Most doctors are too cautious, for whatever (often justified) reasons, to just try things. Most really don’t know how to respect what patients know about themselves or to interact with an actually-intelligent patient. I’ve had doctors tell me, “I don’t know what to do with what you’re telling me. Most patients wouldn’t even be able to notice these kinds details and put them together, so none of the research captures them.” And then they usually decline to try anything based on best guesses after first- and nth-line interventions fail.

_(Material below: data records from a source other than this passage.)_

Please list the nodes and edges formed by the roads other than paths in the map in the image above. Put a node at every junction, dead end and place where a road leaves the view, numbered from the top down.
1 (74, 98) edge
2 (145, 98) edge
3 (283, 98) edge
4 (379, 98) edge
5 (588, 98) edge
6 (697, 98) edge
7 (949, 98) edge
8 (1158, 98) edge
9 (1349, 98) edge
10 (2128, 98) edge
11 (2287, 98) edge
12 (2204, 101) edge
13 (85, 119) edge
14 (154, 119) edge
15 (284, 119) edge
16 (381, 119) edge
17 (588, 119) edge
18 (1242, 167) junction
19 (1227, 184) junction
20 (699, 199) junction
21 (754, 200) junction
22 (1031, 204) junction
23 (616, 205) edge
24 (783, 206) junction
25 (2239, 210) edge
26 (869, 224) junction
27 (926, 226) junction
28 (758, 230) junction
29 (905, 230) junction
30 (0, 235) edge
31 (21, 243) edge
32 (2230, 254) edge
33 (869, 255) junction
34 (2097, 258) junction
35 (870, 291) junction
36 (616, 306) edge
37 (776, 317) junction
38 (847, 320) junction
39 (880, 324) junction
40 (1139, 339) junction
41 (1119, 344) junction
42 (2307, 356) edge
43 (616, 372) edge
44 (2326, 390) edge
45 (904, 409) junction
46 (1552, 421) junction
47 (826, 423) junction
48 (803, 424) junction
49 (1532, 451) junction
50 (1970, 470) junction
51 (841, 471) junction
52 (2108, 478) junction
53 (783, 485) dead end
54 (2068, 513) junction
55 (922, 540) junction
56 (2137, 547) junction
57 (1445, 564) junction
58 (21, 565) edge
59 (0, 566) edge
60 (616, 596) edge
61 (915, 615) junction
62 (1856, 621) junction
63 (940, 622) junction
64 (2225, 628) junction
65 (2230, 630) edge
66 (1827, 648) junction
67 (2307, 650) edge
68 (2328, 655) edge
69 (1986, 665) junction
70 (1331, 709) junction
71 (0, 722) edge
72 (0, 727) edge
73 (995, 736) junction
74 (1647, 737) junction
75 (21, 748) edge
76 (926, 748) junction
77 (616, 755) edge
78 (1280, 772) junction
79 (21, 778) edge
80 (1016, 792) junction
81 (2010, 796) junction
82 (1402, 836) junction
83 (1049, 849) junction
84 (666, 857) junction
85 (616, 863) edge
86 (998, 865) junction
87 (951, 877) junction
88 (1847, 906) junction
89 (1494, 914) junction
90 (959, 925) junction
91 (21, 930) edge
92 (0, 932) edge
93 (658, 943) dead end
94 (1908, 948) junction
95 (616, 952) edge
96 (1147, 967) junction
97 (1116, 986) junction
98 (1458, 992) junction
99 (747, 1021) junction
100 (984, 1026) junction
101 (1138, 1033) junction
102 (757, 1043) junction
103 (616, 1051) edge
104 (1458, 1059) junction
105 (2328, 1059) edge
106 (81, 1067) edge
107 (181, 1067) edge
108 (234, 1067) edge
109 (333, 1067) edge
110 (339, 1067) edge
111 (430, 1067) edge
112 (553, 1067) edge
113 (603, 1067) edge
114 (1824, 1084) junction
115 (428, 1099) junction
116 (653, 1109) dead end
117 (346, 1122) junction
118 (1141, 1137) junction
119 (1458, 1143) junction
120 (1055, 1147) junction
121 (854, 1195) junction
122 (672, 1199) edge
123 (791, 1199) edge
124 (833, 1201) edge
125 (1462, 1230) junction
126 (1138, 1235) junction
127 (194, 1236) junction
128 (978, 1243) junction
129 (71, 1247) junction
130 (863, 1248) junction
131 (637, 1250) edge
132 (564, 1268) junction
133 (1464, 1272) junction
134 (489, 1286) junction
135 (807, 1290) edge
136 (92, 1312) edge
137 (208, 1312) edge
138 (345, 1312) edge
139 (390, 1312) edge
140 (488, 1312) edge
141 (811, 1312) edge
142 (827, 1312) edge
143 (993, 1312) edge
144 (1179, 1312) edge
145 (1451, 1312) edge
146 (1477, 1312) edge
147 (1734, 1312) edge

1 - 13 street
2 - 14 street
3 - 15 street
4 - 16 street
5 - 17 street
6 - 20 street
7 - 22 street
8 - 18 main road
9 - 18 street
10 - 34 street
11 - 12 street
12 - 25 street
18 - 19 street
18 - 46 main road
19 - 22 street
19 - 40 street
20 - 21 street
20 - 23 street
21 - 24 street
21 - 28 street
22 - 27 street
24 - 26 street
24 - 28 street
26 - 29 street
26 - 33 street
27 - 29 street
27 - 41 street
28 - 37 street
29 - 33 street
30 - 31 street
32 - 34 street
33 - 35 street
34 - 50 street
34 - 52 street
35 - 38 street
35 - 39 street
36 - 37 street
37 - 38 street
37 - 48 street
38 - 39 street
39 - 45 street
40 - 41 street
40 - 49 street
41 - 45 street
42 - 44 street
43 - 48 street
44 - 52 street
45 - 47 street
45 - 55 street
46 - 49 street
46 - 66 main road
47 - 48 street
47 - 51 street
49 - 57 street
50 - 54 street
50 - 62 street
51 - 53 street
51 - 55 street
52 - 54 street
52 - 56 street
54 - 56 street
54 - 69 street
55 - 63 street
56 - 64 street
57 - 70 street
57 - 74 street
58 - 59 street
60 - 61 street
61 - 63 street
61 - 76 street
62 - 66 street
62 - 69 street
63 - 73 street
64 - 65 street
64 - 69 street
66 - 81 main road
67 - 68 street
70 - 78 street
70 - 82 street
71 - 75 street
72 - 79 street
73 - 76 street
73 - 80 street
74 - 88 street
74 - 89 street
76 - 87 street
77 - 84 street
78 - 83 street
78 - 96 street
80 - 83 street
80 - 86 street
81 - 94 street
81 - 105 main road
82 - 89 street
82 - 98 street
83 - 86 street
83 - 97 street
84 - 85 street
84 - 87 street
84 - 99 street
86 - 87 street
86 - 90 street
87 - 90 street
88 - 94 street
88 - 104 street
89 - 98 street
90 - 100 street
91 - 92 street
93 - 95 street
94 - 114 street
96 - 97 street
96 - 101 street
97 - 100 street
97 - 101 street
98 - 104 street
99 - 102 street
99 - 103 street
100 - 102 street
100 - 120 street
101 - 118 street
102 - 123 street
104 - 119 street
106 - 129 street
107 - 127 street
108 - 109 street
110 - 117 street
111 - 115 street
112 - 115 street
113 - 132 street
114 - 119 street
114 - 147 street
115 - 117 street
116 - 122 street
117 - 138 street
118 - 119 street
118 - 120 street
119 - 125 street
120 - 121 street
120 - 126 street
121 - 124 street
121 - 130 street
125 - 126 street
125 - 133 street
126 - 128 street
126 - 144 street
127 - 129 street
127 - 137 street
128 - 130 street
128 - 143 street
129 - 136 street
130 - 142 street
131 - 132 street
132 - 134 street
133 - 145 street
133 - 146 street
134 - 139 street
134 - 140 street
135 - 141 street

It’s also true for veterinarians, btw. My cat gets chronic bacterial UTIs. We spent years having vets and specialists tell us, “Nope, unless you spend hundreds of dollars on a cystocentesis every six weeks, we’ll insist the problem is behavioral and stress related and not give antibiotics. No, it doesn’t matter that the $20 course of amoxicillin worked the last 10 times and that if it did again the symptoms would be mostly gone before the cysto results even come back. No, we don’t count it as evidence that you can tell a flare up is coming a few days in advance by the change in urine smell. Your cat just needs to suffer until the culture comes back and you have to deal with her being completely incontinent and dripping blood,” (we diaper her at night and when she’s infected). “Also, you should have us do a cystoscopy even though we probably can’t because they don’t make a scope small enough for a six pound cat but you’d have to pay anyways if we try and can’t, and you should do an MRI that if it shows anything we almost certainly won’t be able to fix it surgically so it won’t give any new treatment options,” (we’ve done ultrasounds and they don’t find anything). Finally our own vet gave us as many bottles as we wanted and said to use them as needed, and everything was fine for a few years. We also cleaned up her diet and found out a big part of the problem was a prescription gastrointestinal health food she’d been on for a previous condition (or at least, the food interacted with a suspected anatomical defect that no one can find because she’s too tiny for tests to show it) (we think she can’t tolerate brewer’s yeast? maybe?). She only had two infections the whole next year. She’s now 13, and just had to switch antibiotics because she started showing signs of resistance to amoxicillin after 5 years, but we honestly hadn’t thought she’d make it even to 10.
They tell doctors, when you hear hoofbeats, think horses, not zebras. But there are also deer, and elk, and antelope, and buffalo, and lots of other hoofed animals. And sometimes there are zebras!